Top of Given records

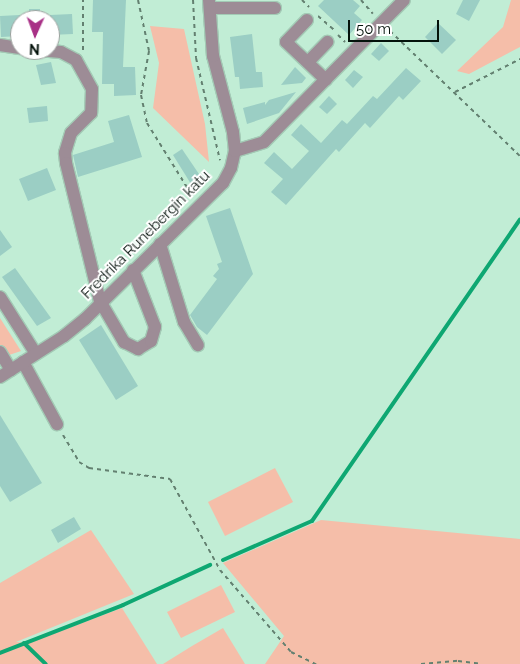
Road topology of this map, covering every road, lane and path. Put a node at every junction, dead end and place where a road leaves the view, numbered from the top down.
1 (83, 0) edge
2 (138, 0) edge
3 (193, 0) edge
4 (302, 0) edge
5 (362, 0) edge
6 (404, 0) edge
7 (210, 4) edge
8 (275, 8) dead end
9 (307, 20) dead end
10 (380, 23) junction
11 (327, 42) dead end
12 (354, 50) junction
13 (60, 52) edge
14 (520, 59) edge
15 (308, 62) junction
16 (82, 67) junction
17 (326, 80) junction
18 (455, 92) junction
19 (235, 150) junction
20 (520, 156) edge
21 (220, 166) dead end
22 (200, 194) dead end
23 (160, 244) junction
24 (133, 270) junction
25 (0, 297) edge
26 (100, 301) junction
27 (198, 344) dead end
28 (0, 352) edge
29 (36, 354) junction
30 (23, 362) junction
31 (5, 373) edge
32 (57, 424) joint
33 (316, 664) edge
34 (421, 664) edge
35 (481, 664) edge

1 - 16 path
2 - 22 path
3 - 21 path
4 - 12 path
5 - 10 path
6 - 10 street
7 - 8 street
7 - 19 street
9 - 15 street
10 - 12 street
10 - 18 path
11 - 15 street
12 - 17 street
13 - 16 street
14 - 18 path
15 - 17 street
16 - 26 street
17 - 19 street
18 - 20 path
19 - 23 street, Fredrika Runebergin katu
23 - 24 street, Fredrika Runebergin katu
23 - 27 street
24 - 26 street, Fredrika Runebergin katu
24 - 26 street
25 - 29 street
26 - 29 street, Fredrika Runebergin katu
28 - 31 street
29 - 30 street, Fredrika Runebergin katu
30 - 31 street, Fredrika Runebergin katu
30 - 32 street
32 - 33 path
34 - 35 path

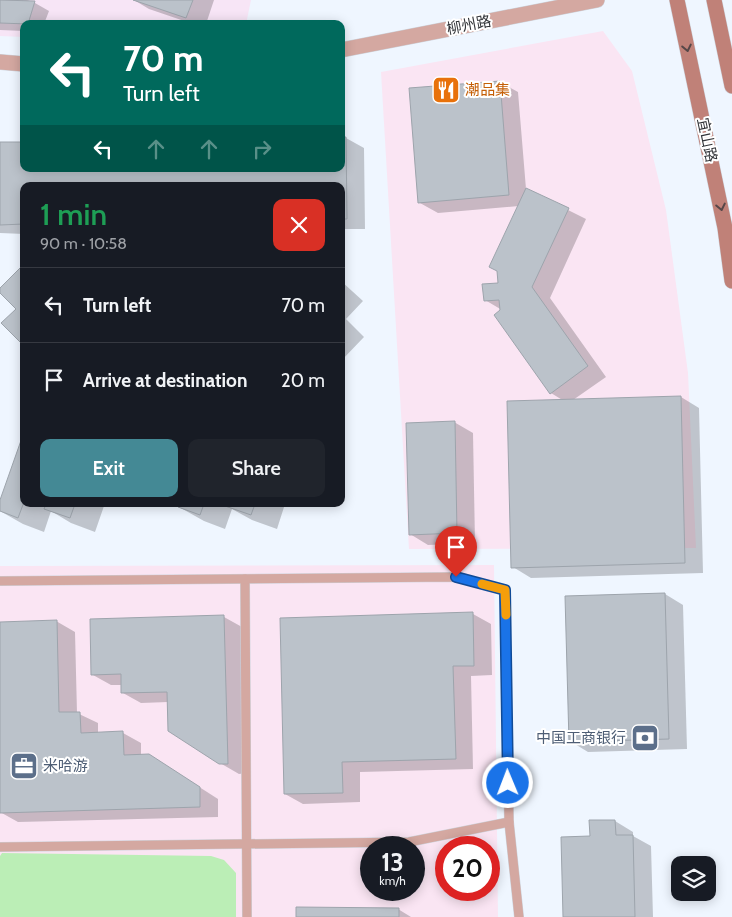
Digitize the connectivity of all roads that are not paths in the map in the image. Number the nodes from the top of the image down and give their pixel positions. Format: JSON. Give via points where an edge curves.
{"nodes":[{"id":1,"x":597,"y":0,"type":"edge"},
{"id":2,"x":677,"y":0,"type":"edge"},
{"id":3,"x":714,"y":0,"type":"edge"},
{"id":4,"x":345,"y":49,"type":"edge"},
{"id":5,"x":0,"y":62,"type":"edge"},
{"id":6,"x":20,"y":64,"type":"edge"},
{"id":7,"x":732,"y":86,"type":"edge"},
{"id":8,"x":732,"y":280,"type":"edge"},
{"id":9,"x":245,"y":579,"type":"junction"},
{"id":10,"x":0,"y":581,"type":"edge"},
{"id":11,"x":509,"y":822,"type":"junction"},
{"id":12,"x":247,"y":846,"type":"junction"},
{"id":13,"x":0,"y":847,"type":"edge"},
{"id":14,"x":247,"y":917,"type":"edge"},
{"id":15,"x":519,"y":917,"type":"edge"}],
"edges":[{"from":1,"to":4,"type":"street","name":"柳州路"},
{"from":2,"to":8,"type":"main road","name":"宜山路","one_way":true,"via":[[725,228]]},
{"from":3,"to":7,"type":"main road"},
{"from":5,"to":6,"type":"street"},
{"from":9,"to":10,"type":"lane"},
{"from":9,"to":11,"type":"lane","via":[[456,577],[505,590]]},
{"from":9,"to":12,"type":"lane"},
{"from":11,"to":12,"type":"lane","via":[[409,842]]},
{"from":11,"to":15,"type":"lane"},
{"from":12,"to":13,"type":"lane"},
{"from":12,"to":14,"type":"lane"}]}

Bottom of Given records

> _Task objective_:
Search the material for the word "Fredrika" and copy every matching line.

> _Solution for this problem_:
19 - 23 street, Fredrika Runebergin katu
23 - 24 street, Fredrika Runebergin katu
24 - 26 street, Fredrika Runebergin katu
26 - 29 street, Fredrika Runebergin katu
29 - 30 street, Fredrika Runebergin katu
30 - 31 street, Fredrika Runebergin katu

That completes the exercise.